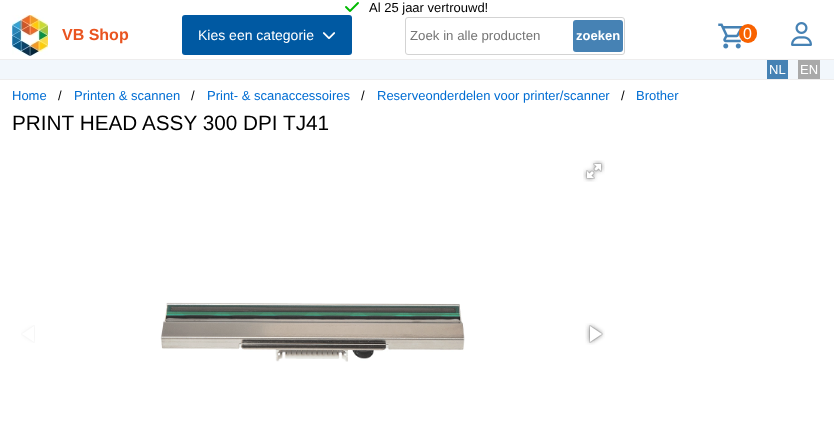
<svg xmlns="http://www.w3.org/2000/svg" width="834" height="429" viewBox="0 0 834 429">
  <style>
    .t1 { font: 13px Liberation Sans; fill: #000; }
    .t2 { font: bold 16px Liberation Sans; fill: #e95420; }
    .t3 { font: 14px Liberation Sans; fill: #fff; }
    .t4 { font: 13.25px Liberation Sans; fill: #757575; }
    .t5 { font: bold 13px Liberation Sans; fill: #fff; }
    .t6 { font: 16px Liberation Sans; fill: #fff; }
    .t7 { font: 13px Liberation Sans; fill: #fff; }
    .t8 { font: 13px Liberation Sans; fill: #006dd3; }
    .t9 { font: 20.75px Liberation Sans; fill: #000; }
  </style>
  <rect width="100%" height="100%" fill="#fff"/>
  <rect x="0" y="79" width="834" height="1" fill="#eeeded"/>
  <image x="345" y="2" width="14" height="10" href="images/1.png"/>
  <text x="369" y="12" class="t1">Al 25 jaar vertrouwd!</text>
  <rect x="0" y="59" width="834" height="1" fill="#eeeded"/>
  <image x="12" y="15" width="36" height="41" href="images/2.png"/>
  <text x="62" y="40" class="t2">VB Shop</text>
  <rect x="182" y="15" width="170" height="40" rx="3" fill="#0059a2"/>
  <text x="198" y="40" class="t3">Kies een categorie</text>
  <image x="323" y="32" width="12" height="7" href="images/3.png"/>
  <rect x="405.5" y="17.5" width="219" height="37" rx="2.5" fill="none" stroke="#d3d3d3"/>
  <text x="410" y="40" class="t4">Zoek in alle producten</text>
  <rect x="573" y="20" width="50" height="32" rx="3" fill="#4682b4"/>
  <text x="576" y="40" class="t5">zoeken</text>
  <image x="718" y="23" width="25" height="26" href="images/4.png"/>
  <rect x="739" y="24" width="18" height="19" rx="9" fill="#f86200"/>
  <text x="743" y="39" class="t6">0</text>
  <image x="791" y="22" width="21" height="24" href="images/5.png"/>
  <rect x="0" y="60" width="834" height="19" fill="#f2f7fc"/>
  <rect x="767" y="60" width="21" height="19" fill="#4682b4"/>
  <text x="769" y="74" class="t7">NL</text>
  <rect x="798" y="60" width="22" height="19" fill="#a9a9a9"/>
  <text x="800" y="74" class="t7">EN</text>
  <text x="12" y="100" class="t8">Home</text>
  <text x="58" y="100" class="t1">/</text>
  <text x="74" y="100" class="t8">Printen &amp; scannen</text>
  <text x="191" y="100" class="t1">/</text>
  <text x="207" y="100" class="t8">Print- &amp; scanaccessoires</text>
  <text x="361" y="100" class="t1">/</text>
  <text x="377" y="100" class="t8">Reserveonderdelen voor printer/scanner</text>
  <text x="621" y="100" class="t1">/</text>
  <text x="636" y="100" class="t8">Brother</text>
  <text x="12" y="130" class="t9">PRINT HEAD ASSY 300 DPI TJ41</text>
  <image x="583" y="160" width="22" height="22" href="images/6.png"/>
  <image x="21" y="325" width="14" height="18" href="images/7.png"/>
  <image x="160" y="302" width="305" height="60" href="images/8.png"/>
  <image x="585" y="323" width="20" height="22" href="images/9.png"/>
</svg>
★ ★ ★
● **WHAT TO DO**
Copy out each line of the material in which the word "font" turns up.

● **WRITTEN RESPONSE**
    .t1 { font: 13px Liberation Sans; fill: #000; }
    .t2 { font: bold 16px Liberation Sans; fill: #e95420; }
    .t3 { font: 14px Liberation Sans; fill: #fff; }
    .t4 { font: 13.25px Liberation Sans; fill: #757575; }
    .t5 { font: bold 13px Liberation Sans; fill: #fff; }
    .t6 { font: 16px Liberation Sans; fill: #fff; }
    .t7 { font: 13px Liberation Sans; fill: #fff; }
    .t8 { font: 13px Liberation Sans; fill: #006dd3; }
    .t9 { font: 20.75px Liberation Sans; fill: #000; }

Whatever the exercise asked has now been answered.